# MY Babies



## Chanel01 (Nov 24, 2006)

The last photo is of my japanese chin Peaches who is four months old who is a total sweetie and gives kisses to everyone.
The second photo is my 8 year old Lab Joey is a wise old man 
who is very loyal, loving, and is a big couch potato.
The second photo is of my 8 month old chocolate lab J.C. (which stands for June Carter) who is always by your side,very inquisitive,and affectionate.
The third photo is of JC and Joe during halloween.


----------



## ilovemychihuahua (Oct 8, 2006)

Hehe! I love the photo of J.C. and Joey on Halloween.
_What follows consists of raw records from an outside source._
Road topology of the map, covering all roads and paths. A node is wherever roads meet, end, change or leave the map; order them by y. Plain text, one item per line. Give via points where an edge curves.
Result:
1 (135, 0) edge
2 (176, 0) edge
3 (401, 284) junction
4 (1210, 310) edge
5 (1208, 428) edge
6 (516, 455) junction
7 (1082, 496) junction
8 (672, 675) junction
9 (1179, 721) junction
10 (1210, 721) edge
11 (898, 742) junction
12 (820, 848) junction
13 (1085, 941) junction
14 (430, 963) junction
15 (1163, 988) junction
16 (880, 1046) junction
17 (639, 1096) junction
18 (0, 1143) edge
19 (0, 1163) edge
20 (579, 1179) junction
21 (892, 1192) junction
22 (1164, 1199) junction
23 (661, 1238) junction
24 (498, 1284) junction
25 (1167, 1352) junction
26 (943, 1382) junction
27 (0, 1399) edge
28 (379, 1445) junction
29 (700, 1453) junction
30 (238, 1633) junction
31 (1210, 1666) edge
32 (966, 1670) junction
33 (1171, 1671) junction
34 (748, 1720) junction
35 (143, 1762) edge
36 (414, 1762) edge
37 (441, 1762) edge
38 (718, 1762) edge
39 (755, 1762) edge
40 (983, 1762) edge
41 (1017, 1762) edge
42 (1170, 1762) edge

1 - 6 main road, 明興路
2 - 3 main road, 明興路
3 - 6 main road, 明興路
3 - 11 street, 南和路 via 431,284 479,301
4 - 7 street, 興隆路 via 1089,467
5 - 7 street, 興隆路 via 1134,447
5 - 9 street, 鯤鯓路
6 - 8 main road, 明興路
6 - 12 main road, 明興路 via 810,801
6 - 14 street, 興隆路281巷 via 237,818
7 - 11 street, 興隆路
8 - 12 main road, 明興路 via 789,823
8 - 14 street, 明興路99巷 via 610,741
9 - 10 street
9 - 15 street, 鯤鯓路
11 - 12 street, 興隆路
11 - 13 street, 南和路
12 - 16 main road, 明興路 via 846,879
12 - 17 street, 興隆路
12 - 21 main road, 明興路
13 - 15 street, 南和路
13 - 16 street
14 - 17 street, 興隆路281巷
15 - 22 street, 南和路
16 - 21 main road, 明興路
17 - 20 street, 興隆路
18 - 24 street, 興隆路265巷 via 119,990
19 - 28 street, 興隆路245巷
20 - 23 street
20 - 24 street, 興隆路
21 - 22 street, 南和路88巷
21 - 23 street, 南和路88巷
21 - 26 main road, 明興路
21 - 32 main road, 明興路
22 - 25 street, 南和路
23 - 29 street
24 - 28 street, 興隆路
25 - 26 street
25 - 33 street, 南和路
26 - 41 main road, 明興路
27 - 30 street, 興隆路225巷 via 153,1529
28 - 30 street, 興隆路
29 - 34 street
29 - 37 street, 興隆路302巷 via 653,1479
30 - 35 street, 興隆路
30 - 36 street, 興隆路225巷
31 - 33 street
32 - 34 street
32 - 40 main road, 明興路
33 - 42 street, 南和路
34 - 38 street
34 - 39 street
It's cute.Oh!! And love Peaches, she is so cute!!!!


----------



## Chanel01 (Nov 24, 2006)

Thanks Denise


----------



## ilovemychihuahua (Oct 8, 2006)

*Ah!!!!*



Chanel01 said:


> Thanks Denise


GASP!!!! How do you know my name?


----------



## Buddy (Nov 22, 2006)

not that hard lol


----------



## ilovemychihuahua (Oct 8, 2006)

Buddy said:


> not that hard lol


Hmmm... you're right.


----------



## Chanel01 (Nov 24, 2006)

ilovemychihuahua said:


> Hmmm... you're right.


LOL!!!!!!!


----------



## Momof2Pups (Nov 17, 2006)

Your babies are adorable!!


----------



## xochanelox (Nov 14, 2006)

all your dogs are so adorable..


----------



## Shelly_236 (Aug 15, 2006)

Too cute! I love the color of the chocolate lab.


----------



## MasonLover (Nov 29, 2006)

Your babies are super cute!! I eventually want to get a little papillon, but am afraid because the puppy I have now is going to get big. How does your japanese chin get along with your labs?


----------



## huskylover (Oct 10, 2006)

lol your not the only one!ive got three little porkers.At 3 months old their really rotten


----------